- _Data shown_:
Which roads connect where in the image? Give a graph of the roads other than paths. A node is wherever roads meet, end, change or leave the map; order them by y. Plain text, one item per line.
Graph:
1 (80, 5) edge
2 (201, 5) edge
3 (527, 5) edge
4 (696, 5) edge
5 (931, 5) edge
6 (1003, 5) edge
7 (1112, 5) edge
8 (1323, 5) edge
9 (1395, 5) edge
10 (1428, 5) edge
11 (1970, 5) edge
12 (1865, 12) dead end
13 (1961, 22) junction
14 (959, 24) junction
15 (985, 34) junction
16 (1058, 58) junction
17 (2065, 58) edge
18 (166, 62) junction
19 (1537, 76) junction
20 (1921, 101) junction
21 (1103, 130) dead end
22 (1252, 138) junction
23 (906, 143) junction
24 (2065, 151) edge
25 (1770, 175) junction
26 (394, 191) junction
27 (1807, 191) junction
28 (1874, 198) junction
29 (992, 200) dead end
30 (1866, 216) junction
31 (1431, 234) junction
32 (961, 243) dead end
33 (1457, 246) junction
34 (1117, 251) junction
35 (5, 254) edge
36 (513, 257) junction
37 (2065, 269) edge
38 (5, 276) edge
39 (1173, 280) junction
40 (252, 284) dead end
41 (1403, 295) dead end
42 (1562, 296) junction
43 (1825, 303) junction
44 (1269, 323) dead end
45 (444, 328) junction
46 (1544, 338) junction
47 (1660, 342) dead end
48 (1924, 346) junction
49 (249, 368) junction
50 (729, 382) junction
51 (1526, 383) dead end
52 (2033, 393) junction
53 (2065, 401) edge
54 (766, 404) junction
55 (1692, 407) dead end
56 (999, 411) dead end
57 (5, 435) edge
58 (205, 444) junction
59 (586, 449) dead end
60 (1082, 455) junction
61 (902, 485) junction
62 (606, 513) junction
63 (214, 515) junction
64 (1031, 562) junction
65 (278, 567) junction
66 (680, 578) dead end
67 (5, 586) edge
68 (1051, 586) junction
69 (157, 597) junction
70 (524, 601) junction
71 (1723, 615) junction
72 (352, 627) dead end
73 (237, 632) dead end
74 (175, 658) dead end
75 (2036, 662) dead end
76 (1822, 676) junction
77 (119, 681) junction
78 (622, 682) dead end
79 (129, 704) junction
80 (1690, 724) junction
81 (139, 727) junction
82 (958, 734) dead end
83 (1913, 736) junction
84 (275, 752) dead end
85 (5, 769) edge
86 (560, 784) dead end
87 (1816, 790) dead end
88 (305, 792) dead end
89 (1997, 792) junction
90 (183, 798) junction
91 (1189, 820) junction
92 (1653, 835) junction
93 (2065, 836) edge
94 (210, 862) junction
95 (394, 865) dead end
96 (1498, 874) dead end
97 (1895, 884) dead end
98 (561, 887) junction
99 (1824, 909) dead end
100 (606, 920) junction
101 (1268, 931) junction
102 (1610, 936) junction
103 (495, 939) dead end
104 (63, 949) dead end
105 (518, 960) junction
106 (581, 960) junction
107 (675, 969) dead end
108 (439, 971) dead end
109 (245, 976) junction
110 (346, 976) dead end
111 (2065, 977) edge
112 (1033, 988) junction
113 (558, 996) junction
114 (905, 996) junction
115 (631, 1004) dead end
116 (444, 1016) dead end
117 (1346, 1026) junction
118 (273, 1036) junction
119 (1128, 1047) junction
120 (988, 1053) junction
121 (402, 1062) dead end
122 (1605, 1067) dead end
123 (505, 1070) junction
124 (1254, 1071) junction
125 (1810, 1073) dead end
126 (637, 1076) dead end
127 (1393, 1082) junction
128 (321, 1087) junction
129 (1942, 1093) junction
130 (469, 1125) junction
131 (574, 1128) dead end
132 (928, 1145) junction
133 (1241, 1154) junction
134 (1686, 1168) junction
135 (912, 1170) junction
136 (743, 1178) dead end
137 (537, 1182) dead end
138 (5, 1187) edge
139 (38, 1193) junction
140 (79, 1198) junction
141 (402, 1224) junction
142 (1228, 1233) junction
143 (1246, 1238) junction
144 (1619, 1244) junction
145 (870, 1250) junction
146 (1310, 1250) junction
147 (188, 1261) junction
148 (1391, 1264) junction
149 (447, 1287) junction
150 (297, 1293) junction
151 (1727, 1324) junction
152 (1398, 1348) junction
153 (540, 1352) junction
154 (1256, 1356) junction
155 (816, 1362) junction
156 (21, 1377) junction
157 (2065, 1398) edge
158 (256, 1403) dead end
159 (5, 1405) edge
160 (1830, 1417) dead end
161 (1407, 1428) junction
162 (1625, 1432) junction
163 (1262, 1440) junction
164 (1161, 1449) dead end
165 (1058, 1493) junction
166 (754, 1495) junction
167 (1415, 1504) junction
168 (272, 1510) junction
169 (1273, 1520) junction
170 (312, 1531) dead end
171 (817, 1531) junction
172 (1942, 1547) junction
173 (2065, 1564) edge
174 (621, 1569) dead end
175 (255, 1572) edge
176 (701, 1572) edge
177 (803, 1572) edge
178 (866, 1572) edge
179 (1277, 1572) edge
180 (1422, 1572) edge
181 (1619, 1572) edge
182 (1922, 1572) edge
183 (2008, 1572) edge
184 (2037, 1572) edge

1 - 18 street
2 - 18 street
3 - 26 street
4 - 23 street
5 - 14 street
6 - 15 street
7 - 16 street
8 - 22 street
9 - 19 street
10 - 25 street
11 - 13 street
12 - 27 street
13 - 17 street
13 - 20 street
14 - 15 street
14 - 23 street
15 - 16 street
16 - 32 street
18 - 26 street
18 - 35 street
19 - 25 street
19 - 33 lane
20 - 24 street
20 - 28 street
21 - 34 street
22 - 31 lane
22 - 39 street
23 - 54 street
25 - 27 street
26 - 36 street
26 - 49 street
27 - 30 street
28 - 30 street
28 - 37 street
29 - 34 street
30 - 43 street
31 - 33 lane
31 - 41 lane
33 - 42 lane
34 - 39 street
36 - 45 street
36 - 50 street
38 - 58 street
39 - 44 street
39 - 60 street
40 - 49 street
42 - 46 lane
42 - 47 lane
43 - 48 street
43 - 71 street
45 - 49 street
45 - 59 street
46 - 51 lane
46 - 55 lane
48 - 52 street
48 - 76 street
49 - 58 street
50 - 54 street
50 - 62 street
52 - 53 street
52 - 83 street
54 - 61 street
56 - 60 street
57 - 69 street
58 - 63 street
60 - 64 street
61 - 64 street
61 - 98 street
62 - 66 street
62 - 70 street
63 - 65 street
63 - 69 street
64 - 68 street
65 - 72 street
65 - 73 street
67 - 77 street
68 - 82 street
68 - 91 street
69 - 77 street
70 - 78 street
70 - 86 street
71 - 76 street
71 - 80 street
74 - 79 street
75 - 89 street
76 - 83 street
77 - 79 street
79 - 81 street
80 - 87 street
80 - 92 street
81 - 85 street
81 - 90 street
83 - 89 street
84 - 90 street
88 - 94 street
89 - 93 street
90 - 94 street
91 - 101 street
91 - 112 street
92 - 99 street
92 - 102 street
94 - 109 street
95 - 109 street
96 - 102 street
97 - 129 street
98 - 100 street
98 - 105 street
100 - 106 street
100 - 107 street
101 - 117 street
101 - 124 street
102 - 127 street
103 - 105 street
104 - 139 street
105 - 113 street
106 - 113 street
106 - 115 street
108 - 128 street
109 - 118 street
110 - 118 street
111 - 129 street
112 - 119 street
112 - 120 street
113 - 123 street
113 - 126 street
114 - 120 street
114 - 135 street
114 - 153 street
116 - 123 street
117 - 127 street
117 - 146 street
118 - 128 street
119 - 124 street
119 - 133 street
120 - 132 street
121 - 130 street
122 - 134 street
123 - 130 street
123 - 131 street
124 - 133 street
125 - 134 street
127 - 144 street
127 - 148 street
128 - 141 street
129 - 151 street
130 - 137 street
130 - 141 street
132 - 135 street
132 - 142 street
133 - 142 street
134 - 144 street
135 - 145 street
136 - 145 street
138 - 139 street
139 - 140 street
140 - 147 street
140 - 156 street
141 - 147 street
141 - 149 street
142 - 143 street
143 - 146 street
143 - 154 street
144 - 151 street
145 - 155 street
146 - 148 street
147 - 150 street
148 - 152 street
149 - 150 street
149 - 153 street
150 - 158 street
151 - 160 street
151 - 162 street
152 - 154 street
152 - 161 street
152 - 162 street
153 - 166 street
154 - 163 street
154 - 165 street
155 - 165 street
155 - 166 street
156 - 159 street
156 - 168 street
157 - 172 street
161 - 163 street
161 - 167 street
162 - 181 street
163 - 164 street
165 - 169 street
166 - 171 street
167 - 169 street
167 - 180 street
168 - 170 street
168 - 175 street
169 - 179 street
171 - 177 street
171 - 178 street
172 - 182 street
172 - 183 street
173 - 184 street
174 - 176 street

---

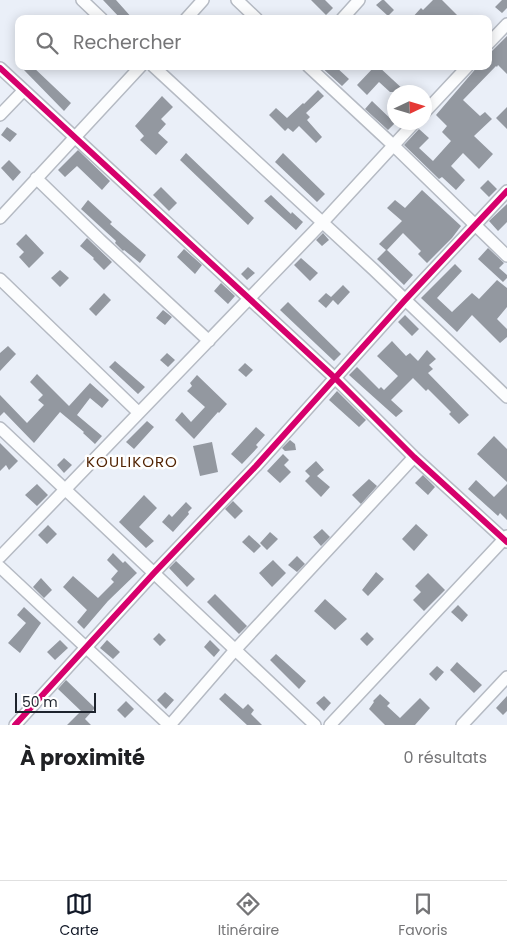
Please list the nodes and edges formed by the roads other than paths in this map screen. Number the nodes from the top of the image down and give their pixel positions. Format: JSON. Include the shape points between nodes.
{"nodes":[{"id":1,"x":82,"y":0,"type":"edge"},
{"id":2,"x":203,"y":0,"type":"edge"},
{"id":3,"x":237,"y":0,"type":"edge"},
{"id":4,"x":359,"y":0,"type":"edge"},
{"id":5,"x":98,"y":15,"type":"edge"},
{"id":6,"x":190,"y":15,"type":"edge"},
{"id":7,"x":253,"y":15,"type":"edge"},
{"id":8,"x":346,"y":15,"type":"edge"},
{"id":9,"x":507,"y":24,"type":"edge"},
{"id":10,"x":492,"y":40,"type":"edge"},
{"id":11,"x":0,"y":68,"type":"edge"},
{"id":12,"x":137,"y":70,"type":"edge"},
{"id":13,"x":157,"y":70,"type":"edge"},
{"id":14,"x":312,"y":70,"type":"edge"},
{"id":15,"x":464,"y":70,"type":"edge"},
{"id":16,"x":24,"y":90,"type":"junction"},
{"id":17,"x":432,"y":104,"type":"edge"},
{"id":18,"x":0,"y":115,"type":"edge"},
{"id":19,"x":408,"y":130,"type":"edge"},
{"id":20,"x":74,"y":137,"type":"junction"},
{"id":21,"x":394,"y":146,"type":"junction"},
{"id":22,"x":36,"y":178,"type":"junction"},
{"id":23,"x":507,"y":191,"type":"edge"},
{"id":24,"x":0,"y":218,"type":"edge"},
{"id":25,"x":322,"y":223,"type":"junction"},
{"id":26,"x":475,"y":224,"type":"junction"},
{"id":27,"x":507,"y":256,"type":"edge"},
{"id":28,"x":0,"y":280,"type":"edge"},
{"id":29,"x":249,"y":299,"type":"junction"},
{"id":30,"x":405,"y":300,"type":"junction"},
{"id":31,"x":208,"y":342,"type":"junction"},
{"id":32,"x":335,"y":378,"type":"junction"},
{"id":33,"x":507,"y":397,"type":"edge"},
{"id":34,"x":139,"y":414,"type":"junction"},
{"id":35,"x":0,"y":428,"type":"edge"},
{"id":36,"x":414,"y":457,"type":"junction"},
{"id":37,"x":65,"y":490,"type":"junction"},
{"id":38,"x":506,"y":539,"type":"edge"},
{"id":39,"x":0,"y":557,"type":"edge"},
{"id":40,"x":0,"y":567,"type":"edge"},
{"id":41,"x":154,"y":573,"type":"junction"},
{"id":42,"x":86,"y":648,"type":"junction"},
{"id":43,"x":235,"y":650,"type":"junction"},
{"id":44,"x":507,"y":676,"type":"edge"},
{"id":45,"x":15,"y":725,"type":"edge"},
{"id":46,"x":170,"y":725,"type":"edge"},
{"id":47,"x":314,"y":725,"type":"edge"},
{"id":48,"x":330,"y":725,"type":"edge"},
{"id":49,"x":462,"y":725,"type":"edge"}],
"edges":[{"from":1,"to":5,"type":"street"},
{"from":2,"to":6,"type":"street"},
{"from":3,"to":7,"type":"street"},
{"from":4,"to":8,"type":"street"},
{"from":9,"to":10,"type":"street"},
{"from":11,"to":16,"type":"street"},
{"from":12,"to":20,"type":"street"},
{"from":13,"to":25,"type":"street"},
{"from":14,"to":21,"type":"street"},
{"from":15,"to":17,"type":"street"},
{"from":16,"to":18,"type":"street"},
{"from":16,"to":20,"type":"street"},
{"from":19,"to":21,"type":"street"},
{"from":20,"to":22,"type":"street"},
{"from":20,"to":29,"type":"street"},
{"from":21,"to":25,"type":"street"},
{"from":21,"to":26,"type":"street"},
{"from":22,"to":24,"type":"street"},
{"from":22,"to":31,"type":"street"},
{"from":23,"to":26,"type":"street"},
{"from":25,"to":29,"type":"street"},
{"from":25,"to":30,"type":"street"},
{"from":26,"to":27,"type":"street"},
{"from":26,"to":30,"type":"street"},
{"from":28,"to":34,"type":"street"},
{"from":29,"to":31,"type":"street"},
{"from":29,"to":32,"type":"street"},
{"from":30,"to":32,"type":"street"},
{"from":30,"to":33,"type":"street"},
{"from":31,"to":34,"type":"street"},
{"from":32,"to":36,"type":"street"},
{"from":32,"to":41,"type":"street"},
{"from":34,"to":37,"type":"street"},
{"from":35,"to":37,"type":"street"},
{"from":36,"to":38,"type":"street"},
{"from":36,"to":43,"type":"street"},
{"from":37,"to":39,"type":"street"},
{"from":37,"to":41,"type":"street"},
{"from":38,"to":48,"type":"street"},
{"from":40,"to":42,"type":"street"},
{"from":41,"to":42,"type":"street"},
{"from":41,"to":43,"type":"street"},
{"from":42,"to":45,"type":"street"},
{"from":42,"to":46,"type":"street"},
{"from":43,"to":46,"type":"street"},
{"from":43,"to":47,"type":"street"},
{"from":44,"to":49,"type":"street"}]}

---

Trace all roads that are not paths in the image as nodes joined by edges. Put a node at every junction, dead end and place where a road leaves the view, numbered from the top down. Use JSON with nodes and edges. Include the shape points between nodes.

- _Task to carry out_: Starting from the data above, filter for lines with "where" and copy each one.

- _Output_:
Which roads connect where in the image? Give a graph of the roads other than paths. A node is wherever roads meet, end, change or leave the map; order them by y. Plain text, one item per line.
Trace all roads that are not paths in the image as nodes joined by edges. Put a node at every junction, dead end and place where a road leaves the view, numbered from the top down. Use JSON with nodes and edges. Include the shape points between nodes.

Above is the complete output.